New Mineral Discovered Inside A Siberian Meteorite

New Mineral Discovered Inside A Siberian Meteorite

New Mineral Discovered Inside A Siberian Meteorite

Uakitite is a mineral that has been found in a single meteorite on earth, the Uakit meteorite, named for the location in which it was found in Russia in 2016. Uakitite is composed of vanadium nitride with formula VN. While the majority of the meteorite is composed of iron and nickel, a small percentage of the meteorite contains minerals that are only found in space, including uakitite. Like other mononitrides.

“Unfortunately,” the researchers wrote in their summary, “we failed to obtain all physical and optical properties of uakitite because of the very small sizes of the grains.” it is estimated to be very hard, however, studying all the properties has proven difficult as the only samples are 5 micrometers in size, many times smaller than a grain of sand.

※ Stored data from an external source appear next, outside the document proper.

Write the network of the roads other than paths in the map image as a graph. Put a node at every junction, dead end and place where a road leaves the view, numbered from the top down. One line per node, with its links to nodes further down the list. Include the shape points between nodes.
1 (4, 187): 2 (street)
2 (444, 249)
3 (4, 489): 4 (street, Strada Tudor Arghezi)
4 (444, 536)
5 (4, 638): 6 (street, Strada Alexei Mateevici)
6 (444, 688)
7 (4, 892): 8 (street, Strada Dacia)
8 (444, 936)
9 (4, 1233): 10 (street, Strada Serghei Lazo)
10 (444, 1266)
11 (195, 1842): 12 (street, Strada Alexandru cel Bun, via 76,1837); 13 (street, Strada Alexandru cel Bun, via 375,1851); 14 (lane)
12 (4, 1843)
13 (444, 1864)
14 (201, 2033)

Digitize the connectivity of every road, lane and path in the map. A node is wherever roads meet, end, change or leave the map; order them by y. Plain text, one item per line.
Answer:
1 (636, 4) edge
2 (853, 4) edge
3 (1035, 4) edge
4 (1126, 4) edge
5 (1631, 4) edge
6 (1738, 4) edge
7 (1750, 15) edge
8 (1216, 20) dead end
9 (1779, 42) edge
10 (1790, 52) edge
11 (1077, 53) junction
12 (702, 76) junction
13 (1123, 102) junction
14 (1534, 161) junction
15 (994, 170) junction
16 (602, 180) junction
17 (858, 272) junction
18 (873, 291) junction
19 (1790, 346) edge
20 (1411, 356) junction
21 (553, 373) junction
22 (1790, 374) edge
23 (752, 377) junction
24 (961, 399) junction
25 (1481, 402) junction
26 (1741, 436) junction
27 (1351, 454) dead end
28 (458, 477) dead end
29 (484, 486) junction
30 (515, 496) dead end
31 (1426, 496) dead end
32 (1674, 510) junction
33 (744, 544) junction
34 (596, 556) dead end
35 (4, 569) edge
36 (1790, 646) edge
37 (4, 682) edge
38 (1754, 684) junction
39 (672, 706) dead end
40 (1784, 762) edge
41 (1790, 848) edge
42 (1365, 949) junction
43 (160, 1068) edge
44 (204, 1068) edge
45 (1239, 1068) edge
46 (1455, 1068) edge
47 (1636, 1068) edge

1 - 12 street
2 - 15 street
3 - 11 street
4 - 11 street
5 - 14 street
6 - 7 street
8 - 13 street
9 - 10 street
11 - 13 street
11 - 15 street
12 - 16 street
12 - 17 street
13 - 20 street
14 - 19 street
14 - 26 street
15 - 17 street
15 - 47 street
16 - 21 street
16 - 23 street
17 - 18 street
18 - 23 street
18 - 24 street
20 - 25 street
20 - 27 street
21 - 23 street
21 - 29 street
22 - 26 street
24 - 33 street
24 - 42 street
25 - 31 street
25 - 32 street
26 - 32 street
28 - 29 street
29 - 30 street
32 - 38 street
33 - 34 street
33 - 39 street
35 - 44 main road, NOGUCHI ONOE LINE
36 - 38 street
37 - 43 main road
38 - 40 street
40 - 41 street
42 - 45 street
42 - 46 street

But that doesn’t mean they got nothing! The researchers were able to determine that uakitite has some structural similarities in common with two other space-forged minerals, carlsbergite and osbornite, both of which are nitrides, containing nitrogen.

The Uakit iron meteorite was found  to primarily be composed of Kamacite, a nickel-rich variety of iron found in meteorites. Researchers examined the meteorite and found trace amounts of a mineral we have yet to find and presented their findings at theAnnual Meeting of the Meteoritical Society in Moscow. Uakitite is a collquial name only and has not been approved by the International Mineralogical Association

The labeled Ua in the above diagram shows the mineral from a scanning electron microscope. While 98 percent of the meteorite is composed of kamacite, very trace amounts contain the mineral uakitite.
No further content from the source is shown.